## Data under study
•••••

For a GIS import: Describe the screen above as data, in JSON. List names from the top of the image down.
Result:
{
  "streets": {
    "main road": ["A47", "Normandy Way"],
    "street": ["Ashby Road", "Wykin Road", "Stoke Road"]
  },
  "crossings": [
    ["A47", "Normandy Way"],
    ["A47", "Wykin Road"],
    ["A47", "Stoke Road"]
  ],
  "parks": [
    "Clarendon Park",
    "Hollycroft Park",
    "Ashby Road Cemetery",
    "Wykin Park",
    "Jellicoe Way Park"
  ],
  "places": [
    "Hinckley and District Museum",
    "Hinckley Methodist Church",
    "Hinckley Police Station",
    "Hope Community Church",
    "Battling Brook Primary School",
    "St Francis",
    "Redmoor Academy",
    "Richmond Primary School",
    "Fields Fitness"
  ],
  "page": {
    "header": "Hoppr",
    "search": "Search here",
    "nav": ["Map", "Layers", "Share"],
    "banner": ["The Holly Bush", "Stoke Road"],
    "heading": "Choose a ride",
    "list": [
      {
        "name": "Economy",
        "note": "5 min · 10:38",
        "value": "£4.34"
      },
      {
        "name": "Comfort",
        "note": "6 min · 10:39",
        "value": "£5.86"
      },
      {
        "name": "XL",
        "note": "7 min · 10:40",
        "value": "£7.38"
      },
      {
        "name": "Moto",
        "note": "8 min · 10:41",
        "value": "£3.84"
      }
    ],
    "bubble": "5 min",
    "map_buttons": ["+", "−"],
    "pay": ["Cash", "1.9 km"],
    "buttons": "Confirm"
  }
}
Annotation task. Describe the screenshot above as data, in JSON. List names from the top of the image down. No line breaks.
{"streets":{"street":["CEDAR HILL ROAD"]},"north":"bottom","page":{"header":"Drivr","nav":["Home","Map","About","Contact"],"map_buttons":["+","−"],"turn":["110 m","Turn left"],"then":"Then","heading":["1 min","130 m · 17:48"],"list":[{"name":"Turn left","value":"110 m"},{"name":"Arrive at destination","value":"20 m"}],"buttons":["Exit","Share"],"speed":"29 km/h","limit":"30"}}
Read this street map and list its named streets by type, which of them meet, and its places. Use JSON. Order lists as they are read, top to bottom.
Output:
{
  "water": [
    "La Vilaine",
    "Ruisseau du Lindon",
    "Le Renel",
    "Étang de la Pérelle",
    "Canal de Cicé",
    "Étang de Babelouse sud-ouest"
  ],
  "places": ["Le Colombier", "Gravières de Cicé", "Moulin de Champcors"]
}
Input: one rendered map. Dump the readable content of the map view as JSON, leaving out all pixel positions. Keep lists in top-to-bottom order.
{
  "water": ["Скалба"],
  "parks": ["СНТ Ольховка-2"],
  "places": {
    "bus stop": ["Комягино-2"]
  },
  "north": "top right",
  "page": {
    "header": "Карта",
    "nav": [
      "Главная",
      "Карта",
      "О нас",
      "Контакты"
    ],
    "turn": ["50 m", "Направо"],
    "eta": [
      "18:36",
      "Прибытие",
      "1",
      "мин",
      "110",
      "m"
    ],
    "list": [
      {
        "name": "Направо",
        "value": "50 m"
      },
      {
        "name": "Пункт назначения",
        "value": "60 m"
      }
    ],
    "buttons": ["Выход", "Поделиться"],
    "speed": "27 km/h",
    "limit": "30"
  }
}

•••••

## What is required
The records above must be restated. Preserve every word.

## Answer to the exercise
For a GIS import: Describe the screen above as data, in JSON. List names from the top of the image down.
Result:
{
  "streets": {
    "main road": ["A47", "Normandy Way"],
    "street": ["Ashby Road", "Wykin Road", "Stoke Road"]
  },
  "crossings": [
    ["A47", "Normandy Way"],
    ["A47", "Wykin Road"],
    ["A47", "Stoke Road"]
  ],
  "parks": [
    "Clarendon Park",
    "Hollycroft Park",
    "Ashby Road Cemetery",
    "Wykin Park",
    "Jellicoe Way Park"
  ],
  "places": [
    "Hinckley and District Museum",
    "Hinckley Methodist Church",
    "Hinckley Police Station",
    "Hope Community Church",
    "Battling Brook Primary School",
    "St Francis",
    "Redmoor Academy",
    "Richmond Primary School",
    "Fields Fitness"
  ],
  "page": {
    "header": "Hoppr",
    "search": "Search here",
    "nav": ["Map", "Layers", "Share"],
    "banner": ["The Holly Bush", "Stoke Road"],
    "heading": "Choose a ride",
    "list": [
      {
        "name": "Economy",
        "note": "5 min · 10:38",
        "value": "£4.34"
      },
      {
        "name": "Comfort",
        "note": "6 min · 10:39",
        "value": "£5.86"
      },
      {
        "name": "XL",
        "note": "7 min · 10:40",
        "value": "£7.38"
      },
      {
        "name": "Moto",
        "note": "8 min · 10:41",
        "value": "£3.84"
      }
    ],
    "bubble": "5 min",
    "map_buttons": ["+", "−"],
    "pay": ["Cash", "1.9 km"],
    "buttons": "Confirm"
  }
}
Annotation task. Describe the screenshot above as data, in JSON. List names from the top of the image down. No line breaks.
{"streets":{"street":["CEDAR HILL ROAD"]},"north":"bottom","page":{"header":"Drivr","nav":["Home","Map","About","Contact"],"map_buttons":["+","−"],"turn":["110 m","Turn left"],"then":"Then","heading":["1 min","130 m · 17:48"],"list":[{"name":"Turn left","value":"110 m"},{"name":"Arrive at destination","value":"20 m"}],"buttons":["Exit","Share"],"speed":"29 km/h","limit":"30"}}
Read this street map and list its named streets by type, which of them meet, and its places. Use JSON. Order lists as they are read, top to bottom.
Output:
{
  "water": [
    "La Vilaine",
    "Ruisseau du Lindon",
    "Le Renel",
    "Étang de la Pérelle",
    "Canal de Cicé",
    "Étang de Babelouse sud-ouest"
  ],
  "places": ["Le Colombier", "Gravières de Cicé", "Moulin de Champcors"]
}
Input: one rendered map. Dump the readable content of the map view as JSON, leaving out all pixel positions. Keep lists in top-to-bottom order.
{
  "water": ["Скалба"],
  "parks": ["СНТ Ольховка-2"],
  "places": {
    "bus stop": ["Комягино-2"]
  },
  "north": "top right",
  "page": {
    "header": "Карта",
    "nav": [
      "Главная",
      "Карта",
      "О нас",
      "Контакты"
    ],
    "turn": ["50 m", "Направо"],
    "eta": [
      "18:36",
      "Прибытие",
      "1",
      "мин",
      "110",
      "m"
    ],
    "list": [
      {
        "name": "Направо",
        "value": "50 m"
      },
      {
        "name": "Пункт назначения",
        "value": "60 m"
      }
    ],
    "buttons": ["Выход", "Поделиться"],
    "speed": "27 km/h",
    "limit": "30"
  }
}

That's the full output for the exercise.